Le 24 mars, l’armée israélienne a clairement affiché son intention de s’emparer d’une zone cruciale du sud du Liban, s’étendant de la frontière jusqu’au fleuve Litani. Cette annonce glaçante marque une escalade majeure dans un conflit déjà dévastateur, suggérant une occupation territoriale à long terme qui redéfinirait brutalement la carte géopolitique régionale. Le ministre de la Défense israélien, Israel Katz, a même affirmé que cette zone, représentant près d’un dixième du territoire libanais, servirait de « zone tampon défensive ».
Cette déclaration a été accueillie avec une fureur légitime au Liban, où le groupe terroriste Hezbollah a promis de s’opposer farouchement à toute tentative d’occupation, qualifiant cette initiative de « menace existentielle » pour l’État libanais. Les habitants du sud du pays, déjà déplacés par milliers à cause des frappes israéliennes incessantes, sont plongés dans une incertitude terrifiante. Le silence assourdissant du gouvernement libanais face à cette menace d’annexion ne fait qu’alimenter l’angoisse et le désespoir.

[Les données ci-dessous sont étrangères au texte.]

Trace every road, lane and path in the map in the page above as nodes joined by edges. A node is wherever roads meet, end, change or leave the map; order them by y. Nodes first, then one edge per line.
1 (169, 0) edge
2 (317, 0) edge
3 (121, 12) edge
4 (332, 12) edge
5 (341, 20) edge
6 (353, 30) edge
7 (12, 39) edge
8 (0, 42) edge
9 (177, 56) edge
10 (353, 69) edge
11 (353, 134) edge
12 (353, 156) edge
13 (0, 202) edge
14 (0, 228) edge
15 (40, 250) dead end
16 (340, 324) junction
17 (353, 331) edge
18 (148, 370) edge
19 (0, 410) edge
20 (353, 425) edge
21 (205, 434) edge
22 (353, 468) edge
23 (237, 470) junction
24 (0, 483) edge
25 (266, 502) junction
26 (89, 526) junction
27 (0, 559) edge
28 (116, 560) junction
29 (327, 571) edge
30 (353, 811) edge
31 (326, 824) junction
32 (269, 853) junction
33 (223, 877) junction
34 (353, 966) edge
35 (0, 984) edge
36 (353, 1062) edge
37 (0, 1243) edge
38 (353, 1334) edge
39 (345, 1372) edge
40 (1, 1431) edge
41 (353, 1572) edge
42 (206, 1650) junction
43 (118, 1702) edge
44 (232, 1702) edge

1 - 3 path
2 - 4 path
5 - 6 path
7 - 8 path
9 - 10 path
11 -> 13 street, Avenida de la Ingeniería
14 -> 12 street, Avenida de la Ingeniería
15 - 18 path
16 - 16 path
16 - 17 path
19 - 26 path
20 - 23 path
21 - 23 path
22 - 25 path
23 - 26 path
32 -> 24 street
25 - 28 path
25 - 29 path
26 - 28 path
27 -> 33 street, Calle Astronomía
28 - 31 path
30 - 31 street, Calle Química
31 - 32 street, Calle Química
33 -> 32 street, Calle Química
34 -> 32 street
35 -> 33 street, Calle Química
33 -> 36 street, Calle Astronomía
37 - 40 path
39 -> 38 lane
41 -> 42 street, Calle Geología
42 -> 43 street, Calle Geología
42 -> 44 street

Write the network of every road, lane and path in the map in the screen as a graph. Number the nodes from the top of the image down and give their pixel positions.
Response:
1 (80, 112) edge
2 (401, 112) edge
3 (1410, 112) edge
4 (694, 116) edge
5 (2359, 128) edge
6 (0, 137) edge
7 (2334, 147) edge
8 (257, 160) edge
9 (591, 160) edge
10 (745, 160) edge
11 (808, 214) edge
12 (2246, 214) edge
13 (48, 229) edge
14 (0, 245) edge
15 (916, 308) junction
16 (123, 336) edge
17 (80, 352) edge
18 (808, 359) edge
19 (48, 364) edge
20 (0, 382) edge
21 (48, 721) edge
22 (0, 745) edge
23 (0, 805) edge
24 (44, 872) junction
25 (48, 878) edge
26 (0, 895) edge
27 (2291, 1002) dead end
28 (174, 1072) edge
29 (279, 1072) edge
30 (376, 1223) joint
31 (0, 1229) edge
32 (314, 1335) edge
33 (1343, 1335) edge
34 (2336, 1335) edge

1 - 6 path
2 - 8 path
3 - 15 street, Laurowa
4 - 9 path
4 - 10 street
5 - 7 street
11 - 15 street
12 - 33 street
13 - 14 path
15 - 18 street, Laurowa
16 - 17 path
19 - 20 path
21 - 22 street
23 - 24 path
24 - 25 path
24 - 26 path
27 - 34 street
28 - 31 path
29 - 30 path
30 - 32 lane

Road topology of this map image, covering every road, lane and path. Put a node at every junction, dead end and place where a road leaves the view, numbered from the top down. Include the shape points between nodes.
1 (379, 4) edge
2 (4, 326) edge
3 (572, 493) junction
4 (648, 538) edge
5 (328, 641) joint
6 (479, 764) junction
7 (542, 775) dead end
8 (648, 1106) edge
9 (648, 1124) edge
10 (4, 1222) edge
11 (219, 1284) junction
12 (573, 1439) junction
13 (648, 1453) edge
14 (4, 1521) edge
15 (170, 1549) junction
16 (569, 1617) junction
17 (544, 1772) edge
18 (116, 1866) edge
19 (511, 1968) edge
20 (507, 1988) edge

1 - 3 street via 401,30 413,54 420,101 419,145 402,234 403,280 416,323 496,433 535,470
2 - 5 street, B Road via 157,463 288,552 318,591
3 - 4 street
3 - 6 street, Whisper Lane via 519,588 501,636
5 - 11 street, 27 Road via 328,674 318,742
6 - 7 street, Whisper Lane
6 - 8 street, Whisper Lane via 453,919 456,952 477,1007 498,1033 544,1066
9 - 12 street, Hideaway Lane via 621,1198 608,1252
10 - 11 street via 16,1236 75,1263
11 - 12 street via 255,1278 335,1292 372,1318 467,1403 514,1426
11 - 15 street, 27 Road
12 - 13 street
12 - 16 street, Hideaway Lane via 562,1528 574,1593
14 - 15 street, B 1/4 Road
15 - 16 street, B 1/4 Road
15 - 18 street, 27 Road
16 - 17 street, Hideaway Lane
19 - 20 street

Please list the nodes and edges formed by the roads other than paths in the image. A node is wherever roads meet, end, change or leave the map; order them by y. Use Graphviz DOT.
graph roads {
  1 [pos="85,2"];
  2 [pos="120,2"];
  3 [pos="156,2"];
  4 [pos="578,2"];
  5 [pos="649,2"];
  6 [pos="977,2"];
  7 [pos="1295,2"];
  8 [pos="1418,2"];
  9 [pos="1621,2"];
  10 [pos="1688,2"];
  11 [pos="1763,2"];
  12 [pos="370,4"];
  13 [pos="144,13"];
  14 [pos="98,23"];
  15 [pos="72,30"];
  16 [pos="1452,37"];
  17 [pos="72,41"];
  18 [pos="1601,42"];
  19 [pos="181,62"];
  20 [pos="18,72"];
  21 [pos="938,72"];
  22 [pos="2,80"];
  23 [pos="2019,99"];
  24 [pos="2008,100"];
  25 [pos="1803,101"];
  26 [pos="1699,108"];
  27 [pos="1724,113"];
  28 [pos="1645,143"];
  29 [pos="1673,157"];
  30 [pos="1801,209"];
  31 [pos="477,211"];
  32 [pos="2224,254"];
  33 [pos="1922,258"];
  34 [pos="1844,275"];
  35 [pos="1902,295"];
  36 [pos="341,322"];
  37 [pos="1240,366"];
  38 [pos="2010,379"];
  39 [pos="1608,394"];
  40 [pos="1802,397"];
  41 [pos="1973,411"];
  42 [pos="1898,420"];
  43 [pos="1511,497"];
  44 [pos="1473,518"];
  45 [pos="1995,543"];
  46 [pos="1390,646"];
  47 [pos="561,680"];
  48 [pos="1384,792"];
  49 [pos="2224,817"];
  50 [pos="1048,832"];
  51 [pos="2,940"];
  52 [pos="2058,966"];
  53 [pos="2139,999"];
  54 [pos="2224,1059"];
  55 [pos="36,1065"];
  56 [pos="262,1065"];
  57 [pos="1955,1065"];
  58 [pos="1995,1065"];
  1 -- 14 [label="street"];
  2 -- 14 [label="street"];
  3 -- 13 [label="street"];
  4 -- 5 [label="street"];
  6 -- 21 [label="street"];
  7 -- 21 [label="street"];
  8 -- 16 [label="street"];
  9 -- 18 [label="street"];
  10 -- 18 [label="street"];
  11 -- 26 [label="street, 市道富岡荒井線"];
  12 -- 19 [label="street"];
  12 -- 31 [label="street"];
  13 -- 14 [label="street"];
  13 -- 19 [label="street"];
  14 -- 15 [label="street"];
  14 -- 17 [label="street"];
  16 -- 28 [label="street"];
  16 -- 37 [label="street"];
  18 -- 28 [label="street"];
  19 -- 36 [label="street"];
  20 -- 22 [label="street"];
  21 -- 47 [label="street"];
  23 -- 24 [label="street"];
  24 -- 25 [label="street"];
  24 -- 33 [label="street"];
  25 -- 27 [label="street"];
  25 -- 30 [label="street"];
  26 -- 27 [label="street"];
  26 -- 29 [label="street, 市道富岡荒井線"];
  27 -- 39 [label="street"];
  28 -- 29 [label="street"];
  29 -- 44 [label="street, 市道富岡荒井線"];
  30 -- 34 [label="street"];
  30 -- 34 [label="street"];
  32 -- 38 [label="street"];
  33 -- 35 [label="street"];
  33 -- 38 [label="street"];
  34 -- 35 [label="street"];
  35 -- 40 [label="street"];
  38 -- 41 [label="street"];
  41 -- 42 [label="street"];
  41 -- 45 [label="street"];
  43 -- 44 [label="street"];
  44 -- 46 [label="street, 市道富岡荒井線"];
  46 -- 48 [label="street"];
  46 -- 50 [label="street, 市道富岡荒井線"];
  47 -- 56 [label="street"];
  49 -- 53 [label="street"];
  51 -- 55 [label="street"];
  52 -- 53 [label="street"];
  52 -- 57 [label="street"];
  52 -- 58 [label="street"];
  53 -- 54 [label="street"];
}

La région du Litani, déjà au cœur des tensions, avait fait l’objet d’une résolution du Conseil de sécurité de l’ONU en 2006, exigeant le retrait du Hezbollah au nord du fleuve – une disposition jamais réellement appliquée. Les frappes israéliennes se sont intensifiées, ciblant ponts, routes et habitations, dans une campagne visant à « couper les voies d’approvisionnement » du Hezbollah. Cependant, l’ampleur des destructions et les pertes civiles, incluant des centaines de femmes et d’enfants, sont effroyables et témoignent d’une violence disproportionnée. Plus d’un million de résidents ont été contraints de fuir leurs foyers, leurs vies réduites en cendres.
Alors que les États-Unis et Israël poursuivent leurs opérations en Iran, et que les frappes de missiles et de drones iraniens se multiplient dans la région, le Moyen-Orient est entraîné dans une spirale descendante de crises. La proposition d’une occupation israélienne jusqu’au Litani n’est qu’un signal de plus d’une déstabilisation dangereuse, menaçant d’embraser davantage une région déjà au bord du précipice et de faire payer un lourd tribut aux populations civiles.